The Supercilious Anglican Way

A few weeks later I was looking over Westminster Abbey, and on expressing a desire to attend the advertised daily Evensong, I was ushered up into the ancient choir, and sat there on one of those marvellous miserichorded seats, smoothed and polished by centuries of distinguished backsides.  The choir filed in, in that inimitable and wonderfully supercilious and insouciant Anglican way. "O Lord open thou our lips...." again, though this time perfectly sung, and then a favourite psalm, "Fret not thyself because of the ungodly...." antiphonally sung to perfection. The whole experience moved me beyond telling, a perfect offering of worship offered fervently by me, though without singing a note or saying a word.  One of the most significant acts of worship in my life.  Part of an inexorable current directing me to the priesthood.


Explaining Human Castration

But I have other and very different memories of Evensong.  Evensong said on holidays from boarding school, sometimes with my parents and brother and sister, at home, more usually in the Mission's Church, with its lingering smell of Sunday's incense and peasant congregation's Sunday sweat. With an African catechist called Lucien who read the lessons in an accent too thick to comprehend.  A delightful old rogue. I remember him reading the New Testament lesson once, when my Father was away on trek to mission outstations.

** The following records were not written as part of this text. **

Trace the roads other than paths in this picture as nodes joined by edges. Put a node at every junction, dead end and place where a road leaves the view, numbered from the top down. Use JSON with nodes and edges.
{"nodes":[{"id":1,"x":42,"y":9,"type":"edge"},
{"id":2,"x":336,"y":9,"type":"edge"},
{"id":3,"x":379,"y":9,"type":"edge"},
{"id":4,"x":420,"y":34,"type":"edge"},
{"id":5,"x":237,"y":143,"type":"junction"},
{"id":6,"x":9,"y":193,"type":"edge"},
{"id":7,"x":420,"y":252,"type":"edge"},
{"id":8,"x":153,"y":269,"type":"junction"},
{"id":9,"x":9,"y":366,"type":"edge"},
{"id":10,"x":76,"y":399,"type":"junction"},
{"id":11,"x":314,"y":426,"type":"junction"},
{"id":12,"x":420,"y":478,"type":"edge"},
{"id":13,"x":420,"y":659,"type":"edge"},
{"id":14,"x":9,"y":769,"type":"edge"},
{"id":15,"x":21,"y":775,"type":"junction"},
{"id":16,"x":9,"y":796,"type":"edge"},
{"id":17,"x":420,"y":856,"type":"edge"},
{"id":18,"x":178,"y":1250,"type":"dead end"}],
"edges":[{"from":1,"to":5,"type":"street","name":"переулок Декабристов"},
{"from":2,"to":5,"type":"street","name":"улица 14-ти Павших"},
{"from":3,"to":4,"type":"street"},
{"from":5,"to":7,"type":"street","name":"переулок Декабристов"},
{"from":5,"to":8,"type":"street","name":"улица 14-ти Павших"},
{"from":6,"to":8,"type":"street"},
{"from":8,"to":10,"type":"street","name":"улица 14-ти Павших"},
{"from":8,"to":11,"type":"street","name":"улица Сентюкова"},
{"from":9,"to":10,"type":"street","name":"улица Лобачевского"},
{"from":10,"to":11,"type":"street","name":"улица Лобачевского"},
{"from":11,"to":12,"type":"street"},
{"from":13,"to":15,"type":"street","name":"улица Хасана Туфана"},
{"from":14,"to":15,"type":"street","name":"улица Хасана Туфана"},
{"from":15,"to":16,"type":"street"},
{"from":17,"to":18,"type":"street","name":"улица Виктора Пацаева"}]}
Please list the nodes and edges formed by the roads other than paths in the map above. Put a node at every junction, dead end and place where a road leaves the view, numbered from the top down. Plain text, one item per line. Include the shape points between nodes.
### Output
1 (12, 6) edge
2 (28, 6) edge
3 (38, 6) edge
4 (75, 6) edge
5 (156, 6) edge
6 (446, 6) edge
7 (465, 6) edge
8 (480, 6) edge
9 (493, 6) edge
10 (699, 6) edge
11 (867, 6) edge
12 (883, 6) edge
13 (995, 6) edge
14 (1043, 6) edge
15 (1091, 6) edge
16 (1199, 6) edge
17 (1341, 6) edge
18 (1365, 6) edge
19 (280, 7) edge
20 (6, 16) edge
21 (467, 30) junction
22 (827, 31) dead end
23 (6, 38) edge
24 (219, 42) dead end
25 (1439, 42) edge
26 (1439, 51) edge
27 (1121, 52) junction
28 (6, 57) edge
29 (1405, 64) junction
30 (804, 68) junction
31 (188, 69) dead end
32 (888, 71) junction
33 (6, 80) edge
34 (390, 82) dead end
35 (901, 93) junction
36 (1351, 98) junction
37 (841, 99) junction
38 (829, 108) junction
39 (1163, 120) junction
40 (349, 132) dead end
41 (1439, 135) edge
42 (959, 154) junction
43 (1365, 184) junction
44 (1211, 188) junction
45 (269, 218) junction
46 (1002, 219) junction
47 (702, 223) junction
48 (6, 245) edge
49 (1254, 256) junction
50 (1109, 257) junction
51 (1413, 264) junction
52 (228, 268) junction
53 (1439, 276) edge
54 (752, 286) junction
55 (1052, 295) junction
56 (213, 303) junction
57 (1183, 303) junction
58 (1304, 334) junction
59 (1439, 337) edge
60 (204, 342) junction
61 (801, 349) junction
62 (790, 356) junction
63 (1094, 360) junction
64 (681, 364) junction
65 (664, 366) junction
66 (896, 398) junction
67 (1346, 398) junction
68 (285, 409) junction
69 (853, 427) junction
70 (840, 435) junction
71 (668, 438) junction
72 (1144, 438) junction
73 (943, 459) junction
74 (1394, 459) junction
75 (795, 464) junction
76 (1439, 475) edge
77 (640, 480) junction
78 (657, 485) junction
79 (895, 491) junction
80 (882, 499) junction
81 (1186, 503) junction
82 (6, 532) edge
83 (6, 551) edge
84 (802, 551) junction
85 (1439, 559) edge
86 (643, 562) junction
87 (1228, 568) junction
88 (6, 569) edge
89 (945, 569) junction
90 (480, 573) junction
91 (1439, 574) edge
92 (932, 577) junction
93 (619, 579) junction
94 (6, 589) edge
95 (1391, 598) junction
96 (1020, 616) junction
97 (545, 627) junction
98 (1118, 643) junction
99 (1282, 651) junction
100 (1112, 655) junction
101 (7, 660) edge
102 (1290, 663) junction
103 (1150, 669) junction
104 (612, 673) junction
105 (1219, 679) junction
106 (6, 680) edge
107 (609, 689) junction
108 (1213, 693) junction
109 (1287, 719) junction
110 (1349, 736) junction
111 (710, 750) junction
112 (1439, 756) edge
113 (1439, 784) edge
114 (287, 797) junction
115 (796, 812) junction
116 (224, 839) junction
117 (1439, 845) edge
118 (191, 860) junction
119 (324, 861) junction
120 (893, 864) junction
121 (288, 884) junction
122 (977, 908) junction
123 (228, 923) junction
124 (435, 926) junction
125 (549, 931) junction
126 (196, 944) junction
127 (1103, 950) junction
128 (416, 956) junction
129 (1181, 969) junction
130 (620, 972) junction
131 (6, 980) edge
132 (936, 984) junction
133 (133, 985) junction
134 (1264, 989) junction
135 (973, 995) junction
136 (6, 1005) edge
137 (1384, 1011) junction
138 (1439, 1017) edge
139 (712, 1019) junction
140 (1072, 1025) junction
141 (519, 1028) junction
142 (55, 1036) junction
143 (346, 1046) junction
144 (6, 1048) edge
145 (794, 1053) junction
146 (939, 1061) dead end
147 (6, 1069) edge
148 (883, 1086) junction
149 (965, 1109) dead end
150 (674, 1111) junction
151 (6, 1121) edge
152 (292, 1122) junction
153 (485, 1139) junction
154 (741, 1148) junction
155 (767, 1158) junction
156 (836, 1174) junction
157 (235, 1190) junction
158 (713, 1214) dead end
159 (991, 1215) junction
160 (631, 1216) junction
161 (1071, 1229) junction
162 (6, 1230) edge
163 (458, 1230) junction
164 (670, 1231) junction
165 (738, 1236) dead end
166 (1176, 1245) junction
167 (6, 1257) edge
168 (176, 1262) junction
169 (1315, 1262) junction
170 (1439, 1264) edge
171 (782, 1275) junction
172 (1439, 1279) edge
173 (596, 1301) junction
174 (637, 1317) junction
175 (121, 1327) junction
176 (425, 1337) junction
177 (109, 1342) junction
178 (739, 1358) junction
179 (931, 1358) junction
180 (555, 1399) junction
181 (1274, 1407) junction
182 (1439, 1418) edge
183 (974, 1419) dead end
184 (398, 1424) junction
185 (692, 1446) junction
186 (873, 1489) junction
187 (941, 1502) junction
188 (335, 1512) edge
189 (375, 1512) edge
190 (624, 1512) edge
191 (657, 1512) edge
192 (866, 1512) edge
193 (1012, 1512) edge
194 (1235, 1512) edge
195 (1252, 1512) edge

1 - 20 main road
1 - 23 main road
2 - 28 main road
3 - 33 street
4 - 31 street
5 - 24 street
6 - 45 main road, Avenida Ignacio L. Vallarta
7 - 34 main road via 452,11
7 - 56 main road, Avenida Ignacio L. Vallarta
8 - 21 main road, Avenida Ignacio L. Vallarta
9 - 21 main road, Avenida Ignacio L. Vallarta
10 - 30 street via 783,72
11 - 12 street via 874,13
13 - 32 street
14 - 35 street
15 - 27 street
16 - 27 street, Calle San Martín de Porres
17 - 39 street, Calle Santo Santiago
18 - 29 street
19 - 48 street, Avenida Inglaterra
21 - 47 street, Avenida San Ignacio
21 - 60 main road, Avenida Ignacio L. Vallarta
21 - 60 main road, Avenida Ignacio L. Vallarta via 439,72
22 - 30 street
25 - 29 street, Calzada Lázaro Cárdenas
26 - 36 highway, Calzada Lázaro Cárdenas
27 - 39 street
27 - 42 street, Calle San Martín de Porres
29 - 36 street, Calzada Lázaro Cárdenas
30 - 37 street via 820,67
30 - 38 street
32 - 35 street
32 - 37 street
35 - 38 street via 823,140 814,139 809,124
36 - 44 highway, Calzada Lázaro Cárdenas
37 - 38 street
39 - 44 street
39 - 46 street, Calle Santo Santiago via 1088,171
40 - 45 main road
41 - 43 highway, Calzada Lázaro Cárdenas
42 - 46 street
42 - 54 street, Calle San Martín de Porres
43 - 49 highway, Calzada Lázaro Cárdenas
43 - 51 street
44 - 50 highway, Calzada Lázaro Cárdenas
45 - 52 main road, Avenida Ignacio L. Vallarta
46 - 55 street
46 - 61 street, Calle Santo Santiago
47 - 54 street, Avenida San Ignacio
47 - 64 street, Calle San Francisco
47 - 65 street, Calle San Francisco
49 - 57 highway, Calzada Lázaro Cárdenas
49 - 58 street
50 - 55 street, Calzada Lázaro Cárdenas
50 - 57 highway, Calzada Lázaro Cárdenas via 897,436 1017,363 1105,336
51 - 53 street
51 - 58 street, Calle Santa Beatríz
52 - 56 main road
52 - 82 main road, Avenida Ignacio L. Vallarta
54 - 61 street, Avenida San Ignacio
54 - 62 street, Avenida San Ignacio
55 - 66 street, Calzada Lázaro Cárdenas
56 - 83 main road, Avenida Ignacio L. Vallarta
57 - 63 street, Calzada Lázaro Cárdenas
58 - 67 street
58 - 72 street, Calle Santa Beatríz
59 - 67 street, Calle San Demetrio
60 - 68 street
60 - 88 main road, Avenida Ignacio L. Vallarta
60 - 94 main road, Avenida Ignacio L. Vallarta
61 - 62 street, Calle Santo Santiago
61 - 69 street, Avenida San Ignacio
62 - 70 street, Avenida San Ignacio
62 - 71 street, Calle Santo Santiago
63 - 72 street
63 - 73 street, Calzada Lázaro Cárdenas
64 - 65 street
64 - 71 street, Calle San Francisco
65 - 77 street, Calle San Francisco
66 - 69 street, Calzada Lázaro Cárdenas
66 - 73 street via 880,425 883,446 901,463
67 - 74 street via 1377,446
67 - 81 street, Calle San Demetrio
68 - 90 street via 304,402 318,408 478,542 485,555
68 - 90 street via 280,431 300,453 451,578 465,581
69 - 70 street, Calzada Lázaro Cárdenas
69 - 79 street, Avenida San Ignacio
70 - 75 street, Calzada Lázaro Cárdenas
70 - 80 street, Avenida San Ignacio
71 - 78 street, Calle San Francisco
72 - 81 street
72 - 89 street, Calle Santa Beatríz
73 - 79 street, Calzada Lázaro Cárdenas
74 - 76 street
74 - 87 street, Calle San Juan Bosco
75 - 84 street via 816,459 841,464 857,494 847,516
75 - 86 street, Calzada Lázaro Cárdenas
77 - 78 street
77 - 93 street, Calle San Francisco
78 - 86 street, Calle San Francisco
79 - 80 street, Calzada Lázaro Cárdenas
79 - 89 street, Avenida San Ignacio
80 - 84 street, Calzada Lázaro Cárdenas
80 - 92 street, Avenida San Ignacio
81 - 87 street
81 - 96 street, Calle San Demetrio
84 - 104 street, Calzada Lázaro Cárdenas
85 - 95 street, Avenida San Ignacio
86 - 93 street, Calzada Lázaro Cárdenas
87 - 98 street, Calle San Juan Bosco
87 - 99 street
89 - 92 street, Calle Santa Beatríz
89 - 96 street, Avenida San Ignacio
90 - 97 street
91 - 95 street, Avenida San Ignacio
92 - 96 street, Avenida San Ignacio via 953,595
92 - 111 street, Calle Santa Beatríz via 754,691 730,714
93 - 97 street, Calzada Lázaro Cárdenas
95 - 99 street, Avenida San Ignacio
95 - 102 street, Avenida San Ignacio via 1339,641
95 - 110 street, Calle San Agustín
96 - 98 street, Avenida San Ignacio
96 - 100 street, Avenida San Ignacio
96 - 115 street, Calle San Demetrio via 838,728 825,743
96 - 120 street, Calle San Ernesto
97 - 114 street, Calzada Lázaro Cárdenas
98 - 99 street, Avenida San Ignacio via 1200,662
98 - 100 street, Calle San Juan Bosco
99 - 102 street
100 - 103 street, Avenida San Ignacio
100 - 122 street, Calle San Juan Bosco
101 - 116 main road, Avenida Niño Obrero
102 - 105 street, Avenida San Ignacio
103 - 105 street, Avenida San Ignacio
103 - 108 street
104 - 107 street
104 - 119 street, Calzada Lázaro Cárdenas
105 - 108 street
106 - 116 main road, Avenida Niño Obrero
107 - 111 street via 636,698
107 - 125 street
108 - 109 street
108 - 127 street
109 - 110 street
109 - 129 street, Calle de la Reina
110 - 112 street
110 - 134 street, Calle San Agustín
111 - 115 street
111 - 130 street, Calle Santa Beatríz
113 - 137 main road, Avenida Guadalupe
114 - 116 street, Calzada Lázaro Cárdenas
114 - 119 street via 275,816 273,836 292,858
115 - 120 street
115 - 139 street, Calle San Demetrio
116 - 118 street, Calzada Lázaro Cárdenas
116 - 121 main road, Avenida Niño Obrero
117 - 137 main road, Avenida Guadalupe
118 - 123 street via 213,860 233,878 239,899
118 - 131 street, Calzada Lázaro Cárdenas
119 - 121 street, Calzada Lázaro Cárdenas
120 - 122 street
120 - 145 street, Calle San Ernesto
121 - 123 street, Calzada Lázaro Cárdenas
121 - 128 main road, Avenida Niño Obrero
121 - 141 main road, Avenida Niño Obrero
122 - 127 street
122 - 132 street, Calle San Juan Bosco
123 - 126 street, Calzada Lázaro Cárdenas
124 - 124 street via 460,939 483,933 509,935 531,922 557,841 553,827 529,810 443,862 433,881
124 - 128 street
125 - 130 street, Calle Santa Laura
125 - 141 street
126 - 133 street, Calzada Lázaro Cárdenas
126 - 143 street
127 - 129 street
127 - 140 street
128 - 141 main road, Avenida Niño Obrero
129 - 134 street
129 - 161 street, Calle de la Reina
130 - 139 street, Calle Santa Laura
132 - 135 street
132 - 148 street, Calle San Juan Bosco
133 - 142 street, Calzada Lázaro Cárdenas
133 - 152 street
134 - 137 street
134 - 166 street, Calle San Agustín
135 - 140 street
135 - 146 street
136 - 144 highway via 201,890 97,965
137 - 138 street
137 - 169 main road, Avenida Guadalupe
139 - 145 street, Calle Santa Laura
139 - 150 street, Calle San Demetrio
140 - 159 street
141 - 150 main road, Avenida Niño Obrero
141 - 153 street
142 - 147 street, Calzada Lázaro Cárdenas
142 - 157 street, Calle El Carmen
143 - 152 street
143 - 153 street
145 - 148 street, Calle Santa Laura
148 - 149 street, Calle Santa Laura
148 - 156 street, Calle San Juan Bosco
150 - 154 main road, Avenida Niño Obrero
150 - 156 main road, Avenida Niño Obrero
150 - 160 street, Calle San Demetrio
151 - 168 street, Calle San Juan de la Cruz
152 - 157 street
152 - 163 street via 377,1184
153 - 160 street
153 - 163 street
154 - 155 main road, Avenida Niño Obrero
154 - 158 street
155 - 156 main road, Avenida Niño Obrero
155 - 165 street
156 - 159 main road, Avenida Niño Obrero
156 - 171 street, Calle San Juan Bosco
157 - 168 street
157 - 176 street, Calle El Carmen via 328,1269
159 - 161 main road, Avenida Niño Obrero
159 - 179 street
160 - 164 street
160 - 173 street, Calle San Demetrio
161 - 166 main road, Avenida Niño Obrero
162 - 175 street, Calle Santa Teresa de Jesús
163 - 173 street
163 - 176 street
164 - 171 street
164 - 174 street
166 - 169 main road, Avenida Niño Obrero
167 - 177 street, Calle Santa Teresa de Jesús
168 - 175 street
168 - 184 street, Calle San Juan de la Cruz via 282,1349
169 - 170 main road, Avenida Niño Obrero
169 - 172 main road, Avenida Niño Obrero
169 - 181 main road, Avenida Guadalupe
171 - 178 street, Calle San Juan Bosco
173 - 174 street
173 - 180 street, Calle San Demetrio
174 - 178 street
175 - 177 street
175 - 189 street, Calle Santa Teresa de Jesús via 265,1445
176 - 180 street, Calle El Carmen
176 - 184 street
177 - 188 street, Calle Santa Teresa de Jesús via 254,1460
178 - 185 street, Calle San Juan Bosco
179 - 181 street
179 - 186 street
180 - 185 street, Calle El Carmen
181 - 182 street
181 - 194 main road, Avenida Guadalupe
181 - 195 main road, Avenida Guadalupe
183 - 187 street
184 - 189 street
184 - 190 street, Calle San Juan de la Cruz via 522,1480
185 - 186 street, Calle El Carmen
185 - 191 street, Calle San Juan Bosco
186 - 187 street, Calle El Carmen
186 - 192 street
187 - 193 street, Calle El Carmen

It was the story of Phillip and the Ethiopian eunuch, and the word eunuch came out as `engy'.  To my mother's horror Lucien came to her afterwards and asked, "Mai", that is, "Mother", "What is this word `engy'?" I can't remember how my mother explained the word, only her horror at being called upon to explain human castration to an African peasant.

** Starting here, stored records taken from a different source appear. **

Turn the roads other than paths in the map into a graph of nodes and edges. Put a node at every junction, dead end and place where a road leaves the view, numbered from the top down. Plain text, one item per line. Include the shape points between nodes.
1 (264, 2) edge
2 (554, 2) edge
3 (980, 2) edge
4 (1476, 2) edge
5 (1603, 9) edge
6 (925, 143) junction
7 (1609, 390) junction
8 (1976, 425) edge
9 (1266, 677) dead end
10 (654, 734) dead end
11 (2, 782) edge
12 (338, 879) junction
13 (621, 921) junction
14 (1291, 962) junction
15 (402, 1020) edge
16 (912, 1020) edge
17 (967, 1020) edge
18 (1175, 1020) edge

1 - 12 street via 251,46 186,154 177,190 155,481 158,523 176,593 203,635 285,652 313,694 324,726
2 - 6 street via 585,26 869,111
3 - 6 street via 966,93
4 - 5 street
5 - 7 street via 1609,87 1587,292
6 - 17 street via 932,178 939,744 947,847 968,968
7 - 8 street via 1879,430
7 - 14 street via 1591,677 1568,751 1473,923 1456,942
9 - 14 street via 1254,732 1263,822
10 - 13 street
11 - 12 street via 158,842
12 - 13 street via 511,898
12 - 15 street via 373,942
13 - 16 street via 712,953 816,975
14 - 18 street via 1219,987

Let All The World In Every Corner Sing

My love of Evensong is rooted in my past then.  Evensong said as tropical rain drowned it out on a tin roof.  Evensong said as the turtledoves crooned incessantly in late afternoon heat.  Evensong with hymns sung by African school boys in harmony that raised the hair on the back of your neck. Evensong said in the cathedral Chapel on the Island of St Helena with the Bishop's belly rumbling like a motorbike from the pew in front. Evensong with Charlie Yon belting out a tenor line with unseemly gusto. Evensong said in home, in bed, in tent, in car.  Evensong said on aeroplane, and train.  Evensong in bush church, in cathedral, in abbey....  Evensong in all Saints Margaret Street in London, marvellous choir, clouds of incense.

Evensong is a part of me. I have of course been bored witless at it. Have dreamed my way through the psalms many times, resented it, sometimes ducked it. But for all that I love it. And through it have learned that what I feel when I worship, is neither here nor there. The worship of the Church flows on whether I am there or not, whether I feel pious, moved, or not. The tradition flows on, and simply by going one  slips into its river, and is carried along for an hour, to slip out again  refreshed and renewed, whether one recognises the fact  or not.

Dr Johnson And The Muggeridges

A fervent "Amen" said to it all, twenty-five years ago in Westminster Abbey, still holds good for a bored "Amen" not said in Ararat's chapel yesterday. The tradition flows on, must flow on, I am a part of it, it is a part of me. Dr Johnson said Evensong, Nicholas Ferrar did, Malcolm and Kitty Muggeridge did, my best friend in Clacton on Sea says it in England.  The tradition flows on, must flow on. In it I am one with thousands past and present praising the God who has loved me, and who loves me, the God who opens our lips that our mouths might show forth his praise. Who opens the lips of marvellous choirs, that their mouths might show forth his praise for me.  To this great God, Father, Son and Holy Spirit, be glory, might, majesty, dominion and power, from now to eternity, Amen.